The V&V method—A step towards safer AGI

Link post

Originally posted on my blog, 24 Jun 2025 - see also full PDF (26 pp)

Abstract

The V&V method is a concrete, practical framework which can complement several alignment approaches. Instead of asking a nascent AGI to “do X,” we instruct it to design and rigorously verify a bounded “machine-for-X”. The machine (e.g. an Autonomous Vehicle or a “machine” for curing cancer) is prohibited from uncontrolled self-improvement: Every new version must re-enter the same verification loop. Borrowing from safety-critical industries, the loop couples large-scale, scenario-based simulation with coverage metrics and a safety case that humans can audit. Human operators—supported by transparent evidence—retain veto power over deployment.

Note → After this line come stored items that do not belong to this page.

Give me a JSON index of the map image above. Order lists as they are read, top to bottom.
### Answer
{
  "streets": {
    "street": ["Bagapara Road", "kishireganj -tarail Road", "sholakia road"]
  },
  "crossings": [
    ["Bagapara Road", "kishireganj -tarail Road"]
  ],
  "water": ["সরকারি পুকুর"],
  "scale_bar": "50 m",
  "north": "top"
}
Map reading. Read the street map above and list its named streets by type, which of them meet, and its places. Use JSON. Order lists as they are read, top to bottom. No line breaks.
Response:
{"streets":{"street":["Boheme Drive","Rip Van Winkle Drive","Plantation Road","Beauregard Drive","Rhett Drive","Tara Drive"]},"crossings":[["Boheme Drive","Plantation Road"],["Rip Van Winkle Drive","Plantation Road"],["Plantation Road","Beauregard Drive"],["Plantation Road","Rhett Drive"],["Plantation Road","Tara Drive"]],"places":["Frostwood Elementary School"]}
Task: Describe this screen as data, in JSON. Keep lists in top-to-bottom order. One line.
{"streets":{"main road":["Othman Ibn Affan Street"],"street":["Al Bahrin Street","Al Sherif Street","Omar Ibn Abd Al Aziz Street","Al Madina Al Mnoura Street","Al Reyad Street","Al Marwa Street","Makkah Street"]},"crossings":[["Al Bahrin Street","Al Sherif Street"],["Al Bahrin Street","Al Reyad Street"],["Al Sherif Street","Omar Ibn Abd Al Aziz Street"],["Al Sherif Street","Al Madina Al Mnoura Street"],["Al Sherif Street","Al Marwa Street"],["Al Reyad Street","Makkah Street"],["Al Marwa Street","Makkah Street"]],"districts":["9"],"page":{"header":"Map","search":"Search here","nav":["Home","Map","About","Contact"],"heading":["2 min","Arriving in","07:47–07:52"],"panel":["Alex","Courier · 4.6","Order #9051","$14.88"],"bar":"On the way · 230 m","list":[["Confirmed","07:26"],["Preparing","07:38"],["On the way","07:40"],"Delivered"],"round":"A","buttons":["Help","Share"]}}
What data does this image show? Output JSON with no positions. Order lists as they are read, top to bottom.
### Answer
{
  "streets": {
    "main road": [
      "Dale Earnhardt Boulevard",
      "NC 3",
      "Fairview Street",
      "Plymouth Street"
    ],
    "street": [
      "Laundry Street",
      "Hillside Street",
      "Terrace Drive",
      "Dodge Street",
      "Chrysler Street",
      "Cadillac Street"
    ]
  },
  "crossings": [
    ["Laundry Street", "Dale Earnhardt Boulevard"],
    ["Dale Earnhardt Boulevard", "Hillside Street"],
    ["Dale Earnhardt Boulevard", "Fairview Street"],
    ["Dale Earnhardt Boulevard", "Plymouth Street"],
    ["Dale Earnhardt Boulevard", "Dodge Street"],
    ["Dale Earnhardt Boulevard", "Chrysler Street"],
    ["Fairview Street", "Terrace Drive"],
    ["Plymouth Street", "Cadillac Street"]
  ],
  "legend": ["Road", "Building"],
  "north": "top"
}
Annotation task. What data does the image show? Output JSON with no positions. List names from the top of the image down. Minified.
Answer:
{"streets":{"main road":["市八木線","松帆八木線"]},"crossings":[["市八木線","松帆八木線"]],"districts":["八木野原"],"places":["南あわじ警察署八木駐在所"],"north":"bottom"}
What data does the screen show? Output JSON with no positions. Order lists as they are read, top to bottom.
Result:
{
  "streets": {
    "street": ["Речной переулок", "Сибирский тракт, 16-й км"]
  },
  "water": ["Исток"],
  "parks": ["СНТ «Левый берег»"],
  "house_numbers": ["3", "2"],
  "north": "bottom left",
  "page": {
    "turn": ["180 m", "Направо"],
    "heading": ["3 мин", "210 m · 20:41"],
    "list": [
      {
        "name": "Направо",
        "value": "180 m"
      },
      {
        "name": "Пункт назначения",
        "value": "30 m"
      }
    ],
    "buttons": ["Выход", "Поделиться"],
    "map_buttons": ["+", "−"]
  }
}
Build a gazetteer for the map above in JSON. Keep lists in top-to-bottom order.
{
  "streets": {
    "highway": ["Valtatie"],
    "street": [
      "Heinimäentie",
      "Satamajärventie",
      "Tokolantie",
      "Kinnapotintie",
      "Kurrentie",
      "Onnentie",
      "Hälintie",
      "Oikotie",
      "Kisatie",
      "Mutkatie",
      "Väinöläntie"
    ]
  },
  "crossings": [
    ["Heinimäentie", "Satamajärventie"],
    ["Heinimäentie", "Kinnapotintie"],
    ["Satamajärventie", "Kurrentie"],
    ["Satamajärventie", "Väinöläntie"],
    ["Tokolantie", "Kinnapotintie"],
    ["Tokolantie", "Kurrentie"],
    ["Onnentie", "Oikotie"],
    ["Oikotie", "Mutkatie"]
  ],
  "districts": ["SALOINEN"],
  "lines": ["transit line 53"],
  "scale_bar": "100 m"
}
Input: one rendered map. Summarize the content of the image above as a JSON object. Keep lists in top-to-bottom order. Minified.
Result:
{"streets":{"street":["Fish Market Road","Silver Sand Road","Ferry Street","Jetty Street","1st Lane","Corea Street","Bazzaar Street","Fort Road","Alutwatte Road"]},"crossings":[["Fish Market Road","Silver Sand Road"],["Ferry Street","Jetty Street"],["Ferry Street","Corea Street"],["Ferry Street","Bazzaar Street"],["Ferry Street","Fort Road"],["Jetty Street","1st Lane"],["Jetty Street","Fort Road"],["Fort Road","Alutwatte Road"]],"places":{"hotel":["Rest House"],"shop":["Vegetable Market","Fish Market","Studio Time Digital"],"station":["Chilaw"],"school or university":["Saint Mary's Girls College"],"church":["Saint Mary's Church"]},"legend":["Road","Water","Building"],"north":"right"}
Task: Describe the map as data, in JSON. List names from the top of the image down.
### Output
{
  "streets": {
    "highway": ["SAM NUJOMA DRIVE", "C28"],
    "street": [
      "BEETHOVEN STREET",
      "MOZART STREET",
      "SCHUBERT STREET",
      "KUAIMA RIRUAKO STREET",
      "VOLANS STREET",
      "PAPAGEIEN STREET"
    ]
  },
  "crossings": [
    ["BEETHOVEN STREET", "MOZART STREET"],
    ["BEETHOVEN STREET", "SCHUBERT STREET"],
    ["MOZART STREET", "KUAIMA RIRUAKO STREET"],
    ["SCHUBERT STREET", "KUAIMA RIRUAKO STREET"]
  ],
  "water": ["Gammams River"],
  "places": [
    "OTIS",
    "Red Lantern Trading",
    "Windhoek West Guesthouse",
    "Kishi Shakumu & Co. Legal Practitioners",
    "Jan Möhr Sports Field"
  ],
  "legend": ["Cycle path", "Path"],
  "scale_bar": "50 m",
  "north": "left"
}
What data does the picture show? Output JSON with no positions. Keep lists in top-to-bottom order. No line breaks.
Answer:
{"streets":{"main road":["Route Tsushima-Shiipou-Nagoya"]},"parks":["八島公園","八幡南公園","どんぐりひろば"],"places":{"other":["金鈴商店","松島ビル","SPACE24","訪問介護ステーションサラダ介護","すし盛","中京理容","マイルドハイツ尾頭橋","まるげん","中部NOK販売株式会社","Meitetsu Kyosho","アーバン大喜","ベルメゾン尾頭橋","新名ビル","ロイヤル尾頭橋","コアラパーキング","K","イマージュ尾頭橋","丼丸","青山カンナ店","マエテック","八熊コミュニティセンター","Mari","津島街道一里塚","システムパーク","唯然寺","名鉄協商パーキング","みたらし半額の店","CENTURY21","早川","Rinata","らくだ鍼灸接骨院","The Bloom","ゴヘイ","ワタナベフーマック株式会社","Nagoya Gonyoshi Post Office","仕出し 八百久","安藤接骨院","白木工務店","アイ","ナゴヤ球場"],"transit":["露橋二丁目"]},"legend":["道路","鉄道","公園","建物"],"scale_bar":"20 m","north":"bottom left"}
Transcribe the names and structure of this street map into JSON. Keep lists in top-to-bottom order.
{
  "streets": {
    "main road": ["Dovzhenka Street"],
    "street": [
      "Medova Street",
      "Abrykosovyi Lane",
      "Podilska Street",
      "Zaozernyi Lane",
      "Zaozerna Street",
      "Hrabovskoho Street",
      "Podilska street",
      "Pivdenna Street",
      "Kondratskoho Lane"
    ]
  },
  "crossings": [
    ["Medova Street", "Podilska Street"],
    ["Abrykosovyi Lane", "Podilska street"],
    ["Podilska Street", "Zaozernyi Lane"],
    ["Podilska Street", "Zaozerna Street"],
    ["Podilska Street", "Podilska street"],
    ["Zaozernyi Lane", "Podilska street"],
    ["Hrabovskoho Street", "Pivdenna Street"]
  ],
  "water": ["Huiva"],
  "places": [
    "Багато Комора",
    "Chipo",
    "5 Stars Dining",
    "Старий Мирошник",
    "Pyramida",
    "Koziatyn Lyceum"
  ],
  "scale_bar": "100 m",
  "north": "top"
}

The method proceeds according to the following diagram:

This method is not a silver bullet: it still relies on aligned obedience, incentive structures that deter multi-agent collusion, and tolerates only partial assurance under tight competitive timelines. Yet it complements existing scalable-oversight proposals—bolstering Constitutional AI, IDA and CAIS with holistic system checks—and offers a practical migration path because industries already practice V&V (Verification and Validation) for complex AI today. In the critical years when AGI first appears, the V&V method could buy humanity time, reduce specification gaming, and focus research attention on the remaining hard gaps such as strategic deception and corrigibility.

TL;DR

  • Ask AGI to build & verify a task-specific, non-self-improving machine

  • Scenario-based, coverage-driven simulations + safety case give humans transparent evidence

  • Main contributions: Complements Constitutional AI, improves human efficiency in Scalable Oversight, handles “simpler” reward hacking systematically, bolsters IDA and CAIS

  • Works today in Autonomous Vehicles. Scales with smarter “AI workers”

  • Limits: Needs aligned obedience & anti-collusion incentives

About the author

Yoav Hollander led the creation of three V&V standards (IEEE 1647 “e”, Accellera PSS, ASAM OpenSCENARIO DSL) and is now trying to connect some of these ideas with AGI safety.